*EXERCISE*
Each line of the data must be written out again verbatim; no image belongs in the copy.

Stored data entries

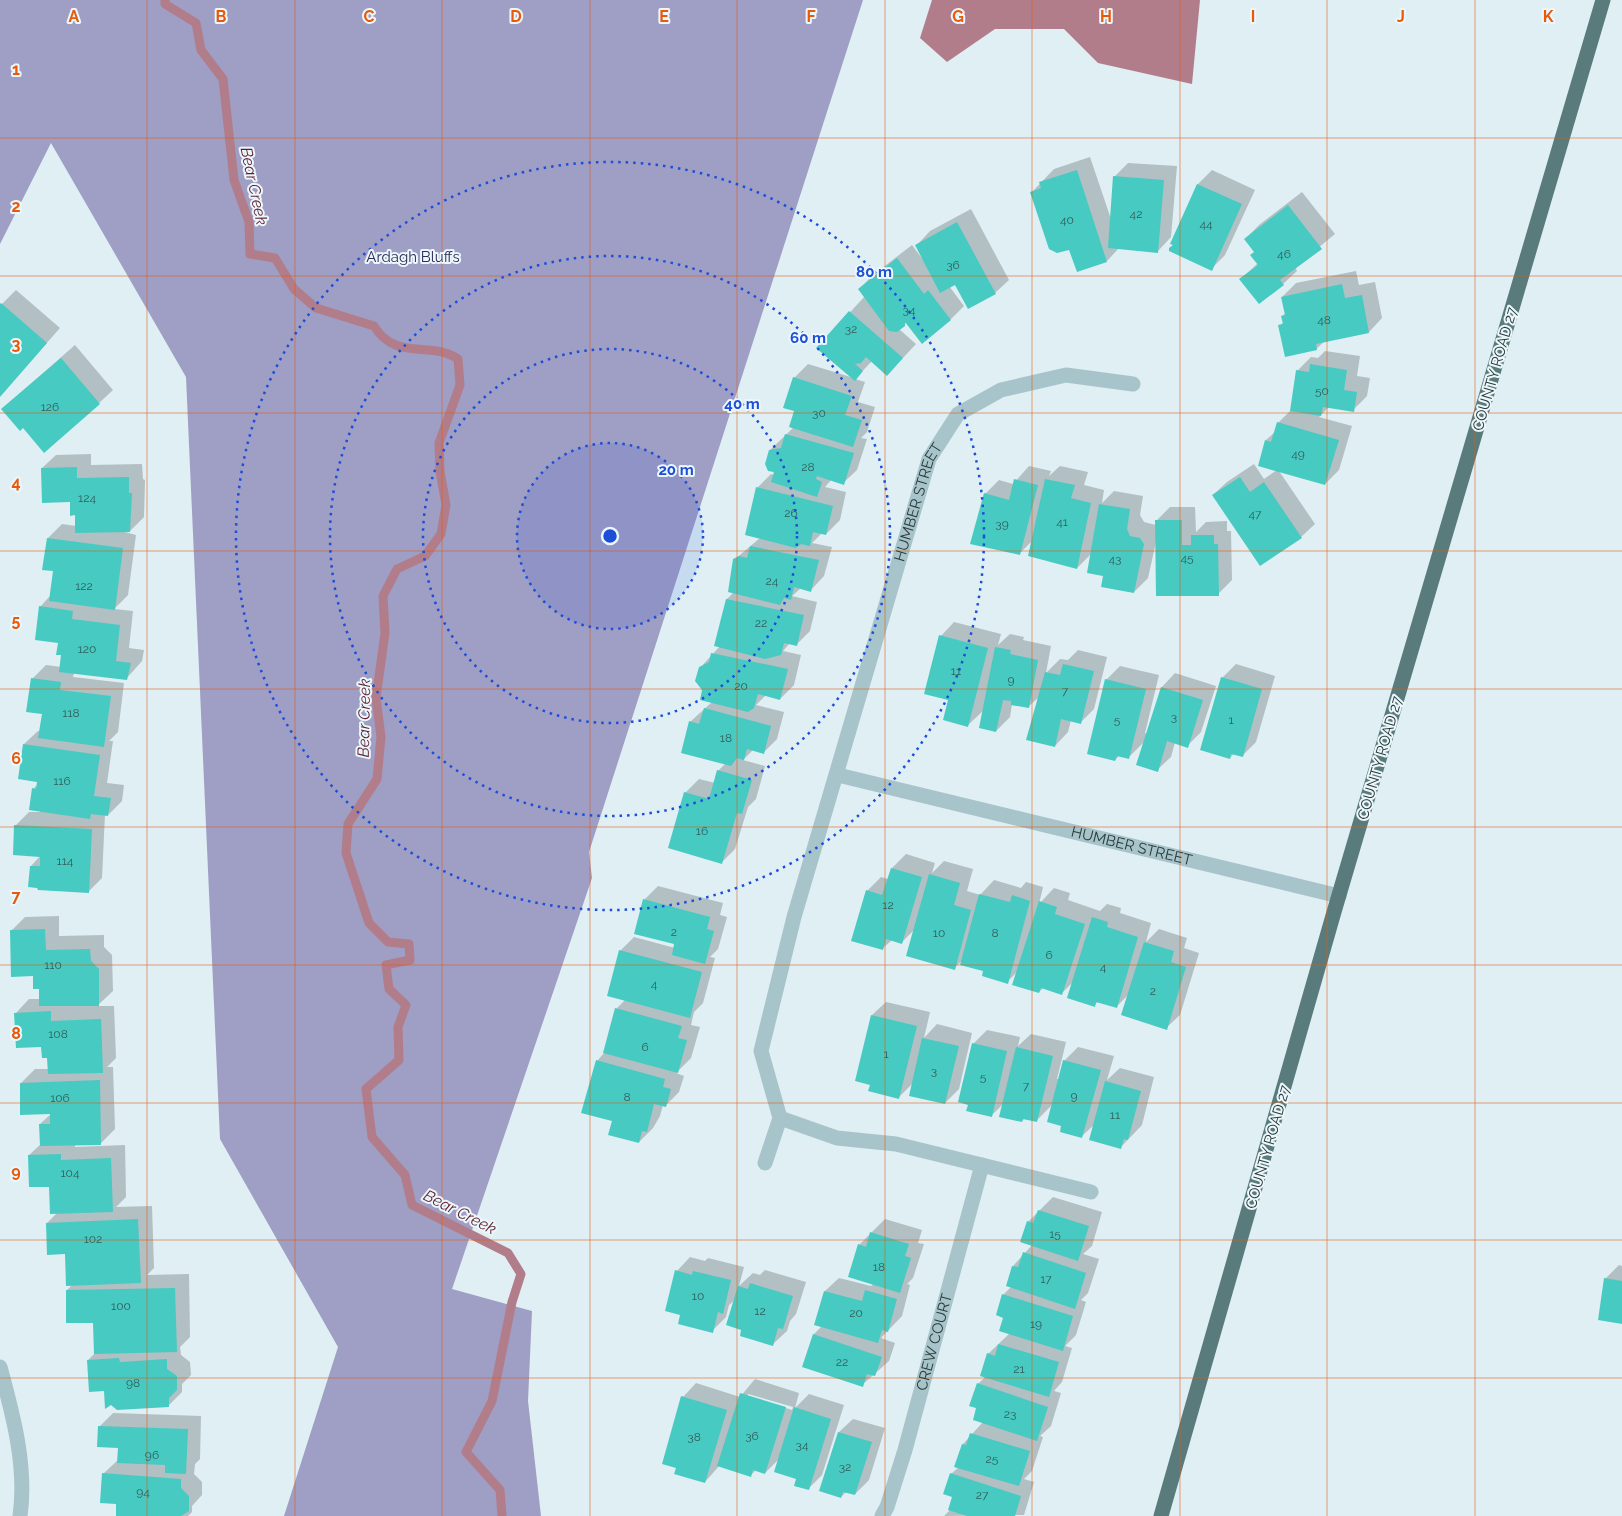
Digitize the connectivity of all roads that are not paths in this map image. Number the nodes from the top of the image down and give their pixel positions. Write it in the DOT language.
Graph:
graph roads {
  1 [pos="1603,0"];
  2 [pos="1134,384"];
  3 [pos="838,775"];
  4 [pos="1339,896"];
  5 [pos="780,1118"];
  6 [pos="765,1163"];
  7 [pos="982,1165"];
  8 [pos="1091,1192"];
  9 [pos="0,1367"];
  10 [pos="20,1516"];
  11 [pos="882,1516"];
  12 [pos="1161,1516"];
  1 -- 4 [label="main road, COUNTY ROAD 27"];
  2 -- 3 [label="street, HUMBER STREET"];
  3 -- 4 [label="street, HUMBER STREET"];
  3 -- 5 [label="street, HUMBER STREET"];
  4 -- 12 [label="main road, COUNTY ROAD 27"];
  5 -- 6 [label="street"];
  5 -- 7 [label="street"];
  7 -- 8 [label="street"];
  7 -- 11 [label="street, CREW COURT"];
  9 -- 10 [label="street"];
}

*SOLVED EXERCISE*
Digitize the connectivity of all roads that are not paths in this map image. Number the nodes from the top of the image down and give their pixel positions. Write it in the DOT language.
Graph:
graph roads {
  1 [pos="1603,0"];
  2 [pos="1134,384"];
  3 [pos="838,775"];
  4 [pos="1339,896"];
  5 [pos="780,1118"];
  6 [pos="765,1163"];
  7 [pos="982,1165"];
  8 [pos="1091,1192"];
  9 [pos="0,1367"];
  10 [pos="20,1516"];
  11 [pos="882,1516"];
  12 [pos="1161,1516"];
  1 -- 4 [label="main road, COUNTY ROAD 27"];
  2 -- 3 [label="street, HUMBER STREET"];
  3 -- 4 [label="street, HUMBER STREET"];
  3 -- 5 [label="street, HUMBER STREET"];
  4 -- 12 [label="main road, COUNTY ROAD 27"];
  5 -- 6 [label="street"];
  5 -- 7 [label="street"];
  7 -- 8 [label="street"];
  7 -- 11 [label="street, CREW COURT"];
  9 -- 10 [label="street"];
}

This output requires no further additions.